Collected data
================================

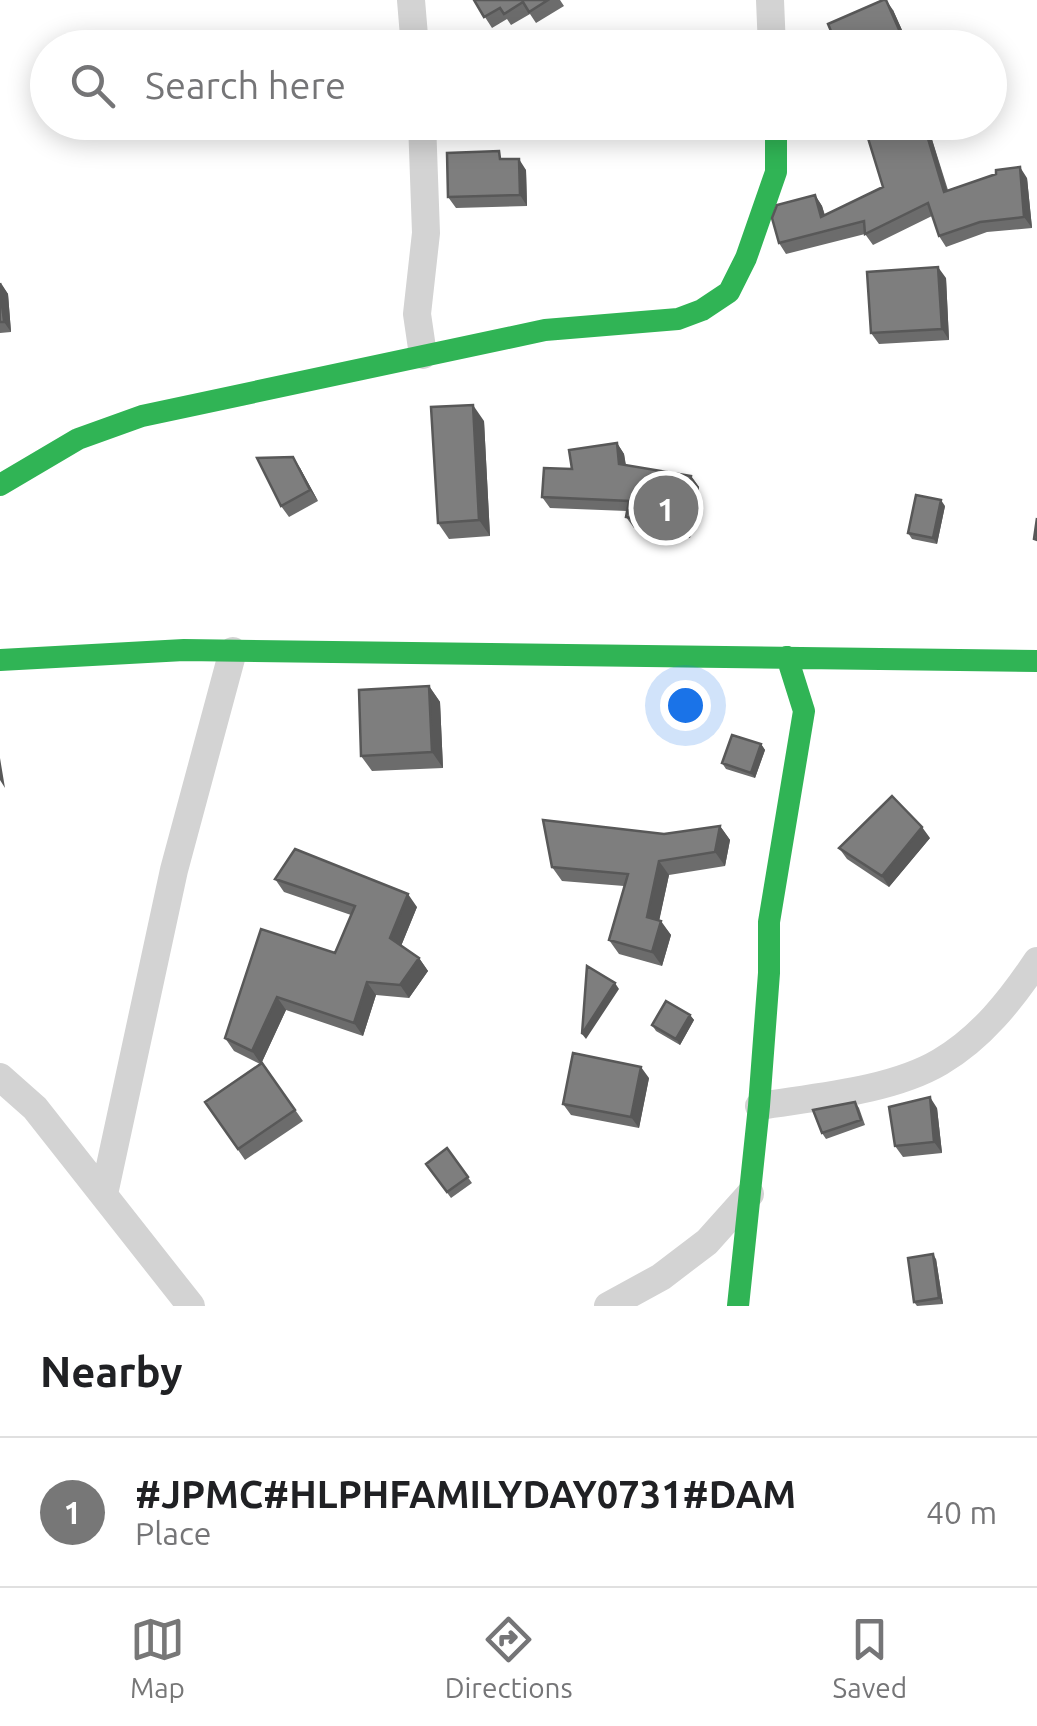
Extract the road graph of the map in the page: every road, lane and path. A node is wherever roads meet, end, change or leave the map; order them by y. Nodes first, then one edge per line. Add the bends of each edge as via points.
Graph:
1 (411, 0) edge
2 (770, 0) edge
3 (414, 30) edge
4 (771, 30) edge
5 (423, 140) edge
6 (776, 140) edge
7 (423, 355) junction
8 (0, 486) edge
9 (233, 651) junction
10 (787, 656) junction
11 (0, 660) edge
12 (1037, 661) edge
13 (1037, 962) edge
14 (0, 1077) edge
15 (758, 1106) junction
16 (104, 1194) junction
17 (750, 1194) junction
18 (191, 1306) edge
19 (608, 1306) edge
20 (738, 1306) edge

1 - 3 street
2 - 4 street
5 - 7 street via 426,233 417,314
6 - 7 street via 776,172 762,216 738,276 716,302 678,319 545,330
7 - 8 street via 142,416 41,459
9 - 10 street
9 - 11 street
9 - 16 street via 170,887
10 - 12 street
10 - 15 street via 804,711 769,922
13 - 15 street via 988,1024 942,1061 901,1078
14 - 16 street via 36,1108
15 - 17 street
16 - 18 street
17 - 19 street via 707,1242
17 - 20 street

================================

Copy out all the entries precisely. No images.

● Answer to the exercise
Extract the road graph of the map in the page: every road, lane and path. A node is wherever roads meet, end, change or leave the map; order them by y. Nodes first, then one edge per line. Add the bends of each edge as via points.
Graph:
1 (411, 0) edge
2 (770, 0) edge
3 (414, 30) edge
4 (771, 30) edge
5 (423, 140) edge
6 (776, 140) edge
7 (423, 355) junction
8 (0, 486) edge
9 (233, 651) junction
10 (787, 656) junction
11 (0, 660) edge
12 (1037, 661) edge
13 (1037, 962) edge
14 (0, 1077) edge
15 (758, 1106) junction
16 (104, 1194) junction
17 (750, 1194) junction
18 (191, 1306) edge
19 (608, 1306) edge
20 (738, 1306) edge

1 - 3 street
2 - 4 street
5 - 7 street via 426,233 417,314
6 - 7 street via 776,172 762,216 738,276 716,302 678,319 545,330
7 - 8 street via 142,416 41,459
9 - 10 street
9 - 11 street
9 - 16 street via 170,887
10 - 12 street
10 - 15 street via 804,711 769,922
13 - 15 street via 988,1024 942,1061 901,1078
14 - 16 street via 36,1108
15 - 17 street
16 - 18 street
17 - 19 street via 707,1242
17 - 20 street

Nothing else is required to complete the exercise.